Windows 10 è stato pensato per evolversi tramite un rilascio frequente di nuovi aggiornamenti che non correggeranno soltanto i problemi e miglioreranno le prestazioni, ma introdurranno anche nuove funzioni. Fino a pochi mesi fa, però, i dettagli tecnici e burocratici relativi alla frequenza di questi rilasci non erano ancora stati del tutto chiariti. Lo scorso aprile Microsoft ha annunciato la prima parte della strategia, che prevede due nuove versioni ogni anno, indicativamente a marzo e a settembre.

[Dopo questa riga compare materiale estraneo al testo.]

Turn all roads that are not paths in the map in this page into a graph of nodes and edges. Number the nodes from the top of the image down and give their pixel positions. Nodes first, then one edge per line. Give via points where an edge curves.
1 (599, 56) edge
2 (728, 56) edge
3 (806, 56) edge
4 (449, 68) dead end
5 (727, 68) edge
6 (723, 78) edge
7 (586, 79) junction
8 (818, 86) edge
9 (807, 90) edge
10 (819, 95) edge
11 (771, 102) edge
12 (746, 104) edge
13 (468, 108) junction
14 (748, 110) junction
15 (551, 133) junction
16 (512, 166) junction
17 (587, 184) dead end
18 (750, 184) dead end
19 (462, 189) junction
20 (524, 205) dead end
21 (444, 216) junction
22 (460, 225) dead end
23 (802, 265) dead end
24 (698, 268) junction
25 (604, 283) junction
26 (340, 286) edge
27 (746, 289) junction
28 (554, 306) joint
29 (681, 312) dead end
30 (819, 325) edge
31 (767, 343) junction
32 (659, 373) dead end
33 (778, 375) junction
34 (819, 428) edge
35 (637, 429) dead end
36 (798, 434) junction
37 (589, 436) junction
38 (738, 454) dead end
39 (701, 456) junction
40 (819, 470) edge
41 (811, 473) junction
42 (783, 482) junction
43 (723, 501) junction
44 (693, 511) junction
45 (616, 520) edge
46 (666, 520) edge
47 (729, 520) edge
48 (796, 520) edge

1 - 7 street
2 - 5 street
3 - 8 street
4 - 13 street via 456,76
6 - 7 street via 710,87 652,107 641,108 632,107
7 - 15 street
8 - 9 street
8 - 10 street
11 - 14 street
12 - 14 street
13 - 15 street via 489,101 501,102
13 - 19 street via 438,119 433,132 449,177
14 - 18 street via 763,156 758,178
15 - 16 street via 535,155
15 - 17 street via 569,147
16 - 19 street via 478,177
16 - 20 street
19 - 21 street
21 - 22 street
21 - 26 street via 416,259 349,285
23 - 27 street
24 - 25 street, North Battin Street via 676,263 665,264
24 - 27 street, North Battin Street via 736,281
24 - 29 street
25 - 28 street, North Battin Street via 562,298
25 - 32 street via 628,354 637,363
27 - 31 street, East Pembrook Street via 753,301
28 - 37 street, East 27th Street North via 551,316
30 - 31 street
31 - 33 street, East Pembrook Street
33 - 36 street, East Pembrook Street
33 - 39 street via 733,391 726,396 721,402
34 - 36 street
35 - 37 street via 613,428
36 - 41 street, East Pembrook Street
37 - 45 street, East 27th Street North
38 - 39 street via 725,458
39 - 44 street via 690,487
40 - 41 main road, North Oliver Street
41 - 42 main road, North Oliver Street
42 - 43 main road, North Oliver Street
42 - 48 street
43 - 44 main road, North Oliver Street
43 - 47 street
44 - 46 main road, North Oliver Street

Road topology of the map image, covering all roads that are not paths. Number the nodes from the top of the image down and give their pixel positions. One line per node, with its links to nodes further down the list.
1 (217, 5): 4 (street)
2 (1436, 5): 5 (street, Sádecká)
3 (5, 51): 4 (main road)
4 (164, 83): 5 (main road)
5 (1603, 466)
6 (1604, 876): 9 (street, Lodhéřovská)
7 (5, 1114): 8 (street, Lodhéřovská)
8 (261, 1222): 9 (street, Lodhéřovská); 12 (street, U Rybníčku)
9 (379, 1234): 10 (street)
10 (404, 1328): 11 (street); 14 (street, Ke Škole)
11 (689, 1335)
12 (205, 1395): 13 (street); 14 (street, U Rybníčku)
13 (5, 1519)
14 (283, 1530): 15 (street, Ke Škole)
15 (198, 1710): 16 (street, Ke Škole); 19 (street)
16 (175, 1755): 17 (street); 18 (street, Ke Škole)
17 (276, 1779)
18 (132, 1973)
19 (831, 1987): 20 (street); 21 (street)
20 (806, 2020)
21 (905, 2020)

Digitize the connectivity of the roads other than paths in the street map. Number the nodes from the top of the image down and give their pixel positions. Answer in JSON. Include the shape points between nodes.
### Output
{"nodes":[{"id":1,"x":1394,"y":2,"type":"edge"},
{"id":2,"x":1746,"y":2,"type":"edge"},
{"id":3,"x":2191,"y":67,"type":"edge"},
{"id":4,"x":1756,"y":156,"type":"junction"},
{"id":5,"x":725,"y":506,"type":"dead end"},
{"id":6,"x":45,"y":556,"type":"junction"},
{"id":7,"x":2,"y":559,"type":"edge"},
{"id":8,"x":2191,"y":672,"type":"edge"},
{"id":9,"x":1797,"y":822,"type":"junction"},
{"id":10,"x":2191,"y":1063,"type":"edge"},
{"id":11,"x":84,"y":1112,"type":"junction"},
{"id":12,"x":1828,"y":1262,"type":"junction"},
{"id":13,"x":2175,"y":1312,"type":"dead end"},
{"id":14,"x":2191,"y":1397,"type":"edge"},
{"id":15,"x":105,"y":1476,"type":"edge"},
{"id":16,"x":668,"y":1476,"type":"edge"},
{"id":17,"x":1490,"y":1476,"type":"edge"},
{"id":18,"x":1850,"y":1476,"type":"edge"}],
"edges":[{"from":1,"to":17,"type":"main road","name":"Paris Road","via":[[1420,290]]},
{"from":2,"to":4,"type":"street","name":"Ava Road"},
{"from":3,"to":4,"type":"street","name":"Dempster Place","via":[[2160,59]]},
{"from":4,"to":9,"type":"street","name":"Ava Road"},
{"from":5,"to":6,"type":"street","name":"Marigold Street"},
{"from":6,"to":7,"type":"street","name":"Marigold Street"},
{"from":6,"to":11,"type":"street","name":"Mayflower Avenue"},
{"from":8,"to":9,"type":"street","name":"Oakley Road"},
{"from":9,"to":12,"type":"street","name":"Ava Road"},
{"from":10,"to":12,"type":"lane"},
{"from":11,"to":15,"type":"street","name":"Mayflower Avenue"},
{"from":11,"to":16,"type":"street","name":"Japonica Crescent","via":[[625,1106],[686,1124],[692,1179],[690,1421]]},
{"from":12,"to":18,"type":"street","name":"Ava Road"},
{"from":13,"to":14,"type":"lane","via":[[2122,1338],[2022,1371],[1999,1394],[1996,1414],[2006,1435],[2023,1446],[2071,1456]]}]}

Due sono i percorsi di distribuzione: il ciclo semestrale (Semi-Annual channel), e un ciclo molto più lungo, chiamato Long-Term Servicing Channel.

La differenza principale riguarda la durata del supporto: le release semestrali (Sac) saranno supportate per 18 mesi, mentre le versioni Ltsc godranno di ben 5 anni di supporto completo, più altri 5 per gli update relativi alla sicurezza. Le build semestrali seguiranno un ciclo di distribuzione in due fasi: un periodo di quattro mesi, chiamato Piloting, in cui la release sarà  installata dagli utenti privati e dalle macchine aziendali impostate per essere sempre aggiornate con le ultime novità . Trascorso questo periodo la release passerà  alla distribuzione Broad, e sarà  scaricabile da tutti gli utenti. Microsoft ha già  incasellato le ultime versioni di Windows 10 nella nuova terminologia: l’Anniversary Update dello scorso anno è la prima versione Long-Term Servicing (la successiva è attesa per il 2019), mentre il Creators Update avrà  un ciclo di vita di sei mesi. Solo chi ha installato la versione Enterprise di Windows può scegliere il canale di aggiornamento preferito; tutti gli altri utenti riceveranno gli aggiornamenti in modo automatico, a patto che i requisiti delle nuove release siano soddisfatti. Il passaggio al Creators Update, infatti, ha evidenziato le prime crepe nella strategia di Microsoft (che vorrebbe mantenere sempre aggiornati tutti i sistemi Windows 10), perché l’assenza di un driver per la Gpu integrata ha improvvisamente reso obsoleti i computer basati sull’architettura Atom Clover Trail di Intel, diffusa fino a quattro anni fa nei notebook di fascia bassa. Il nuovo modello di distribuzione garantirà  però anche ai device obsoleti di ricevere gli aggiornamenti di sicurezza per altri 9 anni.